Secondo elemento, che in tutta la serie di testimonianze e documenti raccolti a costituire questo corposo primo dei tre previsti volumi, che dovrebbero poi coprire il periodo successivo fino alla conclusione della guerra, ci sono anche documenti e testimonianze orali di parte slovena.
Qualche cosa per la verità era stato fatto già relativamente al Goriziano, a Gorizia in particolare, dal maestro Camillo Medeot, con una serie di libri pionieristici comparsi alla fine degli anni Settanta e che hanno segnato un po' una svolta, sia perché davano voce anche ai civili, sia perché in qualche misura davano voce anche ai militari austriaci e comunque dell'armata imperiale, sia perché cercavano di rivalutare, di recuperare, all'interno di un certo discorso abbastanza complesso ma interessante e molto onestamente e correttamente condotto dal maestro Medeot, anche il ruolo dei cattolici del Goriziano. Ma questo è un altro discorso, che esula da questa sede e che potrà essere semmai ripreso in altra occasione. Comunque Medeot aveva già segnalato l'importanza sia della memoria individuale, dell'utilità di raccogliere queste testimonianze di chi allora bambino o ragazzino aveva vissuto le vicende belliche, o comunque di utilizzare i diari, gli epistolari, anche i compiti scolastici che in qualche modo potevano servire per capire come la popolazione locale avesse vissuto quelle vicende, nel caso specifico a Gorizia. E da quella volta, sulla scia di Medeot, onestamente e correttamente citato anche nel volume in più luoghi, anche se non ricordato nella bibliografia finale, si è operato anche all'interno di questo volume, dando in particolare spazio alle testimonianze di parte slovena, che viveva concretamente in questo territorio, dietro le linee austriache o nei territori occupati dagli italiani, con tutta una serie di problemi poi di amministrazione civile italiana nei territori occupati, di rapporti con la popolazione locale, di timori e preoccupazioni da parte delle autorità italiane di avere alle proprie spalle popolazione e elementi infidi che potevano servire anche all'Austria per infiltrare le proprie spie, i propri informatori, osservatori. Ma di questo parlerà Antonio Sema.

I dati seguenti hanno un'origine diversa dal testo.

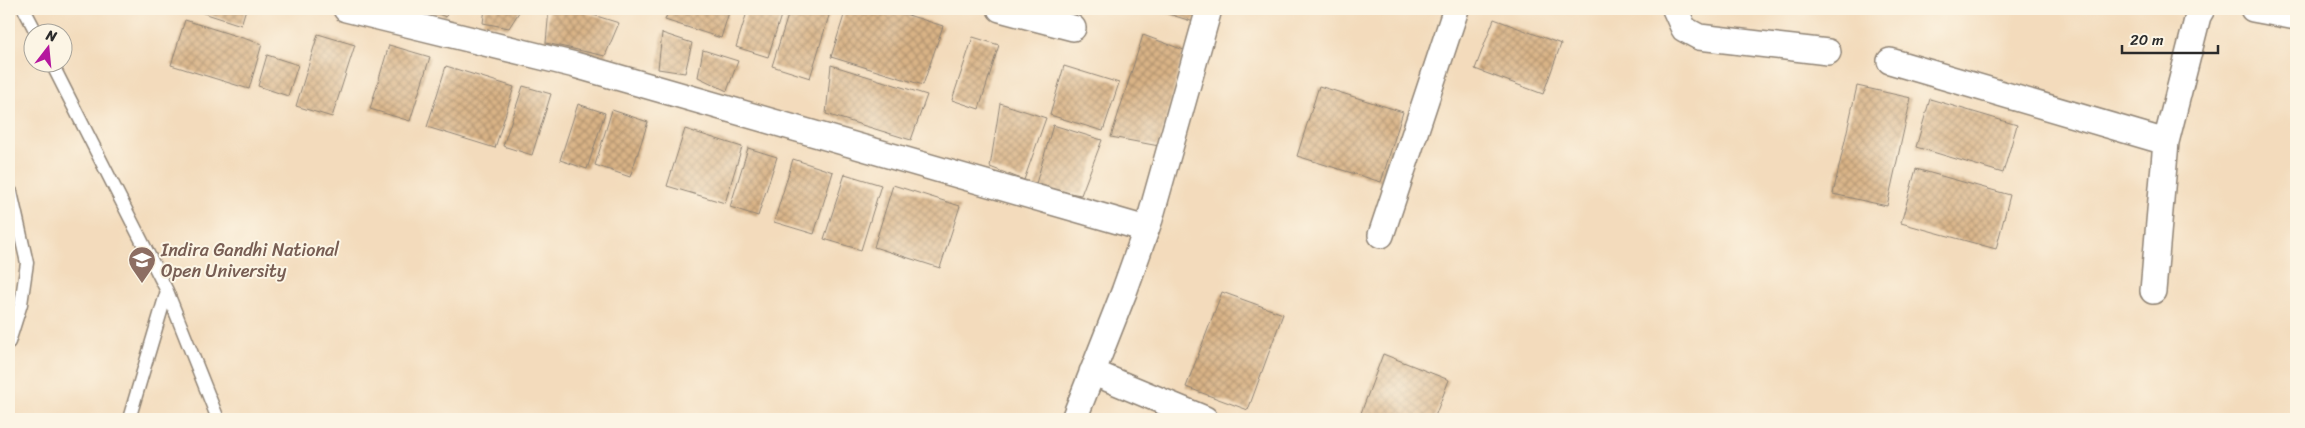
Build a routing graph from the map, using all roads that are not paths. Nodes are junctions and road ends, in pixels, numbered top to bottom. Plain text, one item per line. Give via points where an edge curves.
1 (24, 9) edge
2 (346, 9) edge
3 (1000, 9) edge
4 (1209, 9) edge
5 (1456, 9) edge
6 (1675, 9) edge
7 (2202, 9) edge
8 (2253, 9) edge
9 (2296, 17) edge
10 (31, 22) edge
11 (1073, 28) dead end
12 (1828, 52) dead end
13 (1890, 61) dead end
14 (56, 72) edge
15 (2166, 142) junction
16 (11, 192) dead end
17 (1146, 229) junction
18 (1381, 235) dead end
19 (167, 291) junction
20 (2153, 291) dead end
21 (9, 342) edge
22 (1092, 372) junction
23 (129, 419) edge
24 (218, 419) edge
25 (1074, 419) edge
26 (1205, 419) edge

1 - 10 lane
2 - 17 street via 575,65
3 - 11 street
4 - 17 street
5 - 18 street
6 - 12 street via 1684,29 1699,37
7 - 15 street
8 - 9 street
13 - 15 street
14 - 19 lane
15 - 20 street
16 - 21 lane via 27,263 21,304
17 - 22 street
19 - 23 lane
19 - 24 lane
22 - 25 street
22 - 26 street

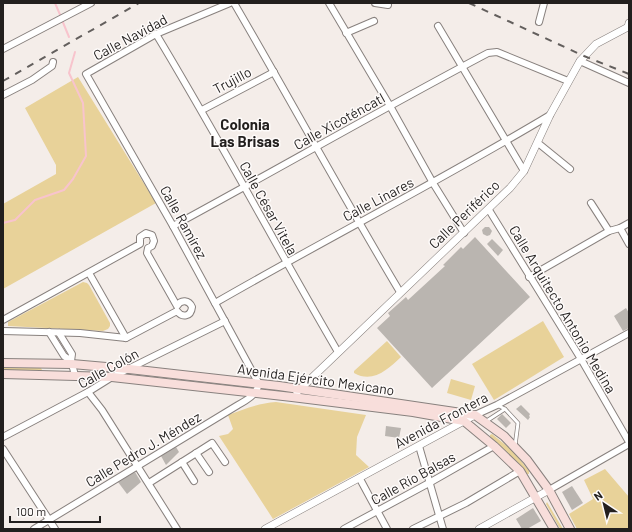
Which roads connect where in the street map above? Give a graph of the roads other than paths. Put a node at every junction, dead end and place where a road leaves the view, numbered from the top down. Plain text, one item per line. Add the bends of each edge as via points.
1 (91, 3) edge
2 (230, 3) edge
3 (234, 3) edge
4 (329, 3) edge
5 (375, 3) edge
6 (544, 3) edge
7 (388, 5) dead end
8 (374, 21) dead end
9 (539, 22) dead end
10 (438, 26) dead end
11 (629, 26) edge
12 (346, 33) junction
13 (156, 34) junction
14 (3, 49) edge
15 (580, 61) junction
16 (53, 62) dead end
17 (461, 67) junction
18 (274, 72) junction
19 (86, 74) joint
20 (568, 81) junction
21 (629, 83) edge
22 (3, 95) edge
23 (390, 106) junction
24 (202, 110) junction
25 (550, 115) junction
26 (505, 142) junction
27 (538, 143) junction
28 (315, 147) junction
29 (570, 169) dead end
30 (524, 171) junction
31 (433, 183) junction
32 (244, 188) junction
33 (591, 203) dead end
34 (489, 210) junction
35 (359, 223) junction
36 (629, 223) edge
37 (173, 226) junction
38 (620, 228) junction
39 (609, 232) junction
40 (464, 233) junction
41 (629, 244) edge
42 (286, 263) junction
43 (89, 273) junction
44 (529, 277) junction
45 (400, 292) junction
46 (215, 303) junction
47 (3, 320) edge
48 (225, 321) junction
49 (3, 332) edge
50 (49, 332) junction
51 (59, 333) junction
52 (629, 333) edge
53 (126, 338) junction
54 (338, 352) junction
55 (581, 359) junction
56 (3, 363) edge
57 (72, 363) junction
58 (129, 369) junction
59 (3, 374) edge
60 (75, 375) junction
61 (112, 377) junction
62 (259, 384) junction
63 (299, 389) junction
64 (88, 392) junction
65 (255, 393) junction
66 (292, 397) junction
67 (497, 405) junction
68 (505, 409) junction
69 (475, 415) junction
70 (464, 421) junction
71 (485, 422) junction
72 (3, 437) edge
73 (629, 443) edge
74 (419, 446) junction
75 (494, 446) junction
76 (515, 446) junction
77 (3, 448) edge
78 (196, 453) junction
79 (182, 462) junction
80 (225, 462) dead end
81 (138, 467) junction
82 (520, 471) junction
83 (209, 472) dead end
84 (360, 478) junction
85 (194, 481) dead end
86 (148, 483) junction
87 (429, 483) junction
88 (549, 490) junction
89 (537, 498) junction
90 (377, 512) junction
91 (439, 516) junction
92 (49, 520) junction
93 (276, 526) edge
94 (34, 529) edge
95 (55, 529) edge
96 (177, 529) edge
97 (266, 529) edge
98 (344, 529) edge
99 (387, 529) edge
100 (413, 529) edge
101 (443, 529) edge
102 (479, 529) edge
103 (554, 529) edge
104 (570, 529) edge

1 - 14 street
2 - 13 street, Calle Navidad
3 - 18 street
4 - 12 street
5 - 7 street
6 - 9 street
8 - 12 street
10 - 17 street
11 - 15 street, Calle Periférico via 596,44
12 - 23 street
13 - 19 street, Calle Navidad
13 - 24 street, Calle César Vitela
15 - 20 street, Calle Periférico
15 - 21 street
16 - 22 street via 52,66 32,80
17 - 20 street, Calle Xicoténcatl via 488,53 497,52
17 - 23 street, Calle Xicoténcatl
17 - 26 street
18 - 24 street, Trujillo
18 - 28 street
19 - 37 street, Calle Ramírez
20 - 25 street, Calle Periférico
23 - 28 street, Calle Xicoténcatl
23 - 31 street
24 - 32 street, Calle César Vitela
25 - 26 street, Calle Linares
25 - 27 street, Calle Periférico
26 - 30 street
26 - 31 street, Calle Linares
27 - 29 street
27 - 30 street, Calle Periférico
28 - 32 street, Calle Xicoténcatl
28 - 35 street
30 - 34 street, Calle Periférico
31 - 35 street, Calle Linares
31 - 40 street
32 - 37 street, Calle Xicoténcatl
32 - 42 street, Calle César Vitela
33 - 39 street
34 - 40 street, Calle Periférico
34 - 44 street, Calle Arquitecto Antonio Medina
35 - 42 street, Calle Linares
35 - 45 street
36 - 38 street
37 - 46 street, Calle Ramírez
38 - 39 street
38 - 41 street
39 - 44 street
40 - 45 street, Calle Periférico
42 - 46 street, Calle Linares
42 - 54 street, Calle César Vitela
43 - 47 street
43 - 53 street
43 - 53 street via 140,244 140,237 149,234 154,241 147,253 177,306 185,301 191,304 192,310 188,315 184,316 177,311
44 - 55 street, Calle Arquitecto Antonio Medina
45 - 54 street, Calle Periférico
46 - 48 street, Calle Ramírez
48 - 58 street, Calle Colón
48 - 62 street, Calle Ramírez
49 - 50 street
50 - 51 street
50 - 57 street via 64,356
51 - 53 street
51 - 57 street via 72,354
52 - 55 street, Avenida Frontera
54 - 63 street, Calle Periférico
55 - 67 street, Avenida Frontera
55 - 73 street, Calle Arquitecto Antonio Medina
56 - 57 main road, Avenida Ejército Mexicano
57 - 58 main road, Avenida Ejército Mexicano
57 - 60 street
58 - 61 street, Calle Colón
58 - 62 main road, Avenida Ejército Mexicano
59 - 60 main road, Avenida Ejército Mexicano
60 - 61 main road, Avenida Ejército Mexicano
61 - 64 street, Calle Colón
61 - 65 main road, Avenida Ejército Mexicano
62 - 63 main road, Avenida Ejército Mexicano
62 - 65 street
63 - 66 street, Calle Periférico
63 - 69 main road, Avenida Ejército Mexicano
64 - 72 street, Calle Colón
64 - 81 street
65 - 66 main road, Avenida Ejército Mexicano
65 - 81 street, Calle Pedro J. Méndez
66 - 70 main road, Avenida Ejército Mexicano
67 - 68 lane
67 - 69 street, Avenida Frontera
68 - 71 lane
68 - 76 lane via 518,423
69 - 70 street, Avenida Frontera
69 - 71 main road, Avenida Ejército Mexicano
70 - 74 street, Avenida Frontera
70 - 75 main road, Avenida Ejército Mexicano
71 - 76 main road, Avenida Ejército Mexicano
73 - 88 street
74 - 84 street, Avenida Frontera
74 - 87 street
75 - 82 main road, Avenida Ejército Mexicano
75 - 87 street, Calle Río Balsas
76 - 88 main road, Avenida Ejército Mexicano
77 - 92 street
78 - 79 street
78 - 80 street via 212,443
78 - 83 street
79 - 85 street
79 - 86 street
81 - 86 street
81 - 92 street, Calle Pedro J. Méndez
82 - 89 main road, Avenida Ejército Mexicano
82 - 91 street
84 - 90 street
84 - 93 street, Avenida Frontera
86 - 96 street
87 - 90 street, Calle Río Balsas
87 - 91 street
88 - 89 street
88 - 104 main road, Avenida Ejército Mexicano
89 - 102 street
89 - 103 main road, Avenida Ejército Mexicano
90 - 98 street, Calle Río Balsas
90 - 99 street
91 - 100 street
91 - 101 street
92 - 94 street, Calle Pedro J. Méndez
92 - 95 street
93 - 97 street, Avenida Frontera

Altro elemento importante è che, con un discorso metodologicamente molto interessante, si dà voce per così dire non solo a una campana, quella italiana, ma anche all'altra. Cioè si mettono a confronto le notizie date negli stessi giorni, a proposito della stessa vicenda, cioè i giorni della sconfitta di Caporetto. Come questa vicenda veniva presentata dal Corriere della Sera, che era il principale quotidiano italiano, che in quel periodo (è giusto e corretto anche dare il dato: vendeva un milione e mezzo di copie al giorno), era il mass media per eccellenza in una popolazione molto meno alfabetizzata di quanto non sia quella italiana di oggi e con strumenti di informazione molto minori (non c'era la radio o era appena agli inizi, comunque non come strumento di massa e non c'era la televisione), e dall'altro lato il principale quotidiano sloveno, lo Slovenec. Quindi, da un lato la fonte ufficiale italiana, dall'altro per così dire il giornale più autorevole sloveno, con citazione però poi anche di tanti altri giornali, maggiori e minori, per esempio l'Eco del Litorale, organo del partito cattolico popolare del Goriziano, quindi del territorio asburgico, per mostrare come appunto viene vista la vicenda di Caporetto, dall'una e dall'altra parte: la sconfitta o rispettivamente la gloriosa vittoria; da un lato la perdita, dall'altro la riconquista dei territori appunto in contestazione dall'inizio della guerra, dal maggio del 1915. Può parere una cosa da poco ma finora, onestamente, nessuno l'aveva fatto e quindi emergono tutta una serie di dati, di notizie, di informazioni, estremamente interessanti e significative.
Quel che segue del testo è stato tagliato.